Prostaglandin synthetase inhibitors such as non-steroidal anti-inflammatory drugs (NSAIDs) and Cox-2 inhibitors are more effective than placebo in treating dysmenorrhea. About 80% of women feel relief with these agents.4 For women with primary dysmenorrhea who use NSAIDs for pain relief, research indicates continuous regimen pills alleviate the need for such drugs and eliminate the risk for gastrointestinal symptoms associated with them.5
Continuous regimens are effective for symptom relief. A 2005 review of available research regarding extended use/continuous use pills showed that menstrual symptoms, such as headaches, tiredness, bloating, and cramping, improved with such regimens, said Eva Lathrop, MD, MPH, assistant professor in the Department of Gynecology and Obstetrics at Emory University School of Medicine in Atlanta.6 Lathrop spoke at the 2011 Contraceptive Technology Quest for Excellence conference.7
Despite their effectiveness, use of extended/continuous OC regimens is not the norm. A 2011 survey of Oregon physicians found that half prescribed such regimens sometimes, with 23% indicating such use as "often."8
More education on extended/continuous regimens might be needed. Most respondents (68%) did not realize that menstrual-related symptoms are most common during the placebo week, and 17% of respondents did not know that endometrial thickening does not occur with extended-use pills.8
References
- Bettendorf B, Shay S, Tu F. Dysmenorrhea: contemporary perspectives. Obstet Gynecol Surv 2008; 63(9):597-603.
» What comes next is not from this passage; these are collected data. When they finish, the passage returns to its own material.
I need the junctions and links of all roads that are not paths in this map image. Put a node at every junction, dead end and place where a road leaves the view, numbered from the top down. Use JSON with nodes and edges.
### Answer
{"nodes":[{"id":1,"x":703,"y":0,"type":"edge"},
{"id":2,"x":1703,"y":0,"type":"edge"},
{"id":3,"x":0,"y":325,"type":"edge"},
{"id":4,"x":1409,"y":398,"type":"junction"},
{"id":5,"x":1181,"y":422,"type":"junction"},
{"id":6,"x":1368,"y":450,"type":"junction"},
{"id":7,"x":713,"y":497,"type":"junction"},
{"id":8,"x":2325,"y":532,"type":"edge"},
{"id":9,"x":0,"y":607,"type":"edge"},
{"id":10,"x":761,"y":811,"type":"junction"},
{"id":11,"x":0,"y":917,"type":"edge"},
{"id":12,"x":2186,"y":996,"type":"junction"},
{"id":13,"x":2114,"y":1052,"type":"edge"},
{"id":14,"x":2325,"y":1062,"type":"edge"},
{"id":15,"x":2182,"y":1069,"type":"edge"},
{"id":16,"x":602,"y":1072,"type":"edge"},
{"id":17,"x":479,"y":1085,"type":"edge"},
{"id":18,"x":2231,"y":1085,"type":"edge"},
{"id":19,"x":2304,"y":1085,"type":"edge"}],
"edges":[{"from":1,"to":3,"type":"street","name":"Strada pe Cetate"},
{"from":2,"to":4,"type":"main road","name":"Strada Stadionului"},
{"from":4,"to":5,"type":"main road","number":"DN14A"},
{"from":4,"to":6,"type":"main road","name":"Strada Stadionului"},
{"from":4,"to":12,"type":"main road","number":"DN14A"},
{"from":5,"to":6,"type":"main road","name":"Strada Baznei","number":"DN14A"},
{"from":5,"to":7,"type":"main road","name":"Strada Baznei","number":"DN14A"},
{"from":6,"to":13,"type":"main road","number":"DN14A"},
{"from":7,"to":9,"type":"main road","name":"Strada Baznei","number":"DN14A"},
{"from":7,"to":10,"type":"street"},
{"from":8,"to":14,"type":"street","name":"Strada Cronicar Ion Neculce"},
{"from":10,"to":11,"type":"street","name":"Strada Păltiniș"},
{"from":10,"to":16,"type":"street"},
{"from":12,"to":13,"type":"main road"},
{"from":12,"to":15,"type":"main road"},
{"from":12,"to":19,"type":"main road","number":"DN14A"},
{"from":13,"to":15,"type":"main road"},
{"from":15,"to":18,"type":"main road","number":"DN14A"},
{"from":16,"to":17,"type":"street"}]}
- Andersch B, Milsom I. An epidemiologic study of young women with dysmenorrhea. Am J Obstet Gynecol 1982; 144(6):655-660.
- Dmitrovic R, Kunselman AR, Legro RS. Continuous compared with cyclic oral contraceptives for the treatment of primary dysmenorrhea: a randomized controlled trial. Obstet Gynecol 2012; 119(6):1,143-1,150.
- Nelson AL, Cwiak C. Combined oral contraceptives (COCs). In: Hatcher RA, Trussell J, Nelson AL, et al. Contraceptive Technology: 20th revised edition. New York: Ardent Media; 2011:266.
- Edelman AB, Gallo MF, Jensen JT, et al. Continuous or extended cycle vs. cyclic use of combined oral contraceptives for contraception. Cochrane Database Syst Rev 2005; 3:CD004695.
- Zahradnik HP, Hanjalic-Beck A, Groth K. Nonsteroidal anti-inflammatory drugs and hormonal contraceptives for pain relief from dysmenorrhea: a review. Contraception 2010; 81(3):185-196.
- Lathrop E. How to choose a good fit pill. Presented at the Contraceptive Technology Quest for Excellence conference. Atlanta; November 2011.
- Frederick CE, Edelman A, Carlson NE, et al. Extended-use oral contraceptives and medically induced amenorrhea: attitudes, knowledge and prescribing habits of physicians. Contraception 2011; 84(4):384-389.